Every six months the Institute of Customer Service publishes its UK Customer Satisfaction Index (UKCSI). Run since 2008, the UKCSI both provides a snapshot of current performance by organizations across the country, and allows longer term trends to be measured. The latest index has just been released and is based on over 39,000 responses from more than 10,000 people, covering 13 different sectors. It measures satisfaction using key metrics such as professionalism, quality, efficiency, problem solving and complaint handling.
Looking through the results, there are five key findings that stand out:
1 Customer satisfaction is improving
After four consecutive falls in customer satisfaction, the overall index is up for the first time in two years. Admittedly the increase is not large – rising by 0.2 to 76.2 out of 100, but it is a small step in the right direction. To give some context the index was 76.0 in January 2015 (a five year low), 76.3 in July 2014 and reached a high point of 78.2 in January 2013.
2 Performances are patchy
The index is also showing a growing polarization between best and worst when it comes to customer service. Organizations such as First Direct, Amazon and John Lewis continue to top the results, while others still struggle. This mirrors similar findings in the 2015 Eptica UK Multichannel Customer Experience Study. That found that while some brands could answer 100% of the questions asked on their websites, other only managed 10%. One insurer responded successfully to a tweet in 9 minutes, while a second answered in 43 hours.
3 Low scoring sectors are improving
While individual companies are separating into leaders and laggards, some traditionally low scoring industries are making major steps forward in satisfaction. Banking, utilities and transport all improved, with utilities up two points since July 2014. The banking sector jumped into the top four, and was the only one of the top six industries to improve. Clearly there is a growing focus on customer service in these sectors, which is being reflected in higher satisfaction ratings.
4 Expectations vary geographically and by age
Consumers in the South East are most difficult to please, giving an average score of 75.2 for all the organizations they interact with.

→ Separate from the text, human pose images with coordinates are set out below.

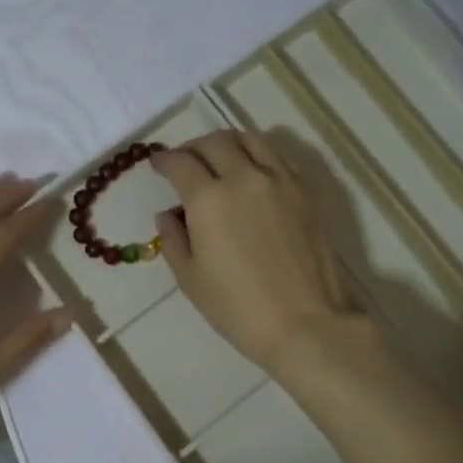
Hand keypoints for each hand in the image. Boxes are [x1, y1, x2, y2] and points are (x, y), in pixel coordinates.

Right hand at [150, 132, 361, 374]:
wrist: (306, 323)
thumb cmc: (239, 309)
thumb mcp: (191, 280)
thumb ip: (174, 241)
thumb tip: (168, 215)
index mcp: (209, 199)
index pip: (180, 163)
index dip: (163, 160)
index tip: (156, 163)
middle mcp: (244, 177)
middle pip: (214, 142)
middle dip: (193, 147)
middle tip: (184, 161)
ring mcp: (280, 180)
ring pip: (250, 140)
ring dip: (227, 143)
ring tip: (219, 158)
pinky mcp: (305, 191)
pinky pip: (277, 156)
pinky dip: (258, 153)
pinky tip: (253, 172)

In contrast, those in Wales are most satisfied, providing an average score of 78 points. Men are harsher critics than women when it comes to customer satisfaction, averaging 75.8 vs 76.6.
Expectations also change dependent on age. 25-34 year olds are the most demanding group, giving an average score of 72.8, down from 74.4 in July 2014. Older consumers are more satisfied – the over 65s provided an average result of 80.9, actually up from 80.3 in July 2014. Taken together, this means that men in the South East aged between 25-34 are least satisfied – if your organization targets them, now is the time to improve your service levels.
5 Growing inability to deal with complaints
Over 4 in 10 (41.3%) of consumers in the index had to escalate their complaints to get an answer. This is the highest percentage since January 2012 and shows that frontline staff are not able to provide fast, helpful responses to solve a problem. Again, this correlates with recent research carried out by Eptica. The Consumers vs Agents study found that 78% of UK consumers listed getting an incomplete or unhelpful response as one of their top two biggest frustrations, particularly as it meant they would then need to escalate the issue. This has a direct impact on company revenues – 82% of consumers in the Eptica study said they would switch suppliers if their problem was not sorted out, and 31.7% in the UKCSI survey would demand financial compensation for mistakes.
The July 2015 UK Customer Satisfaction Index shows that customer service still has a way to go if companies want to meet consumer needs. Some companies and sectors have invested to increase satisfaction, yet others are still lagging behind. Given that this risks losing customers, revenues and damaging their brands, those at the bottom of the table need to improve their performance if they want to thrive in the future.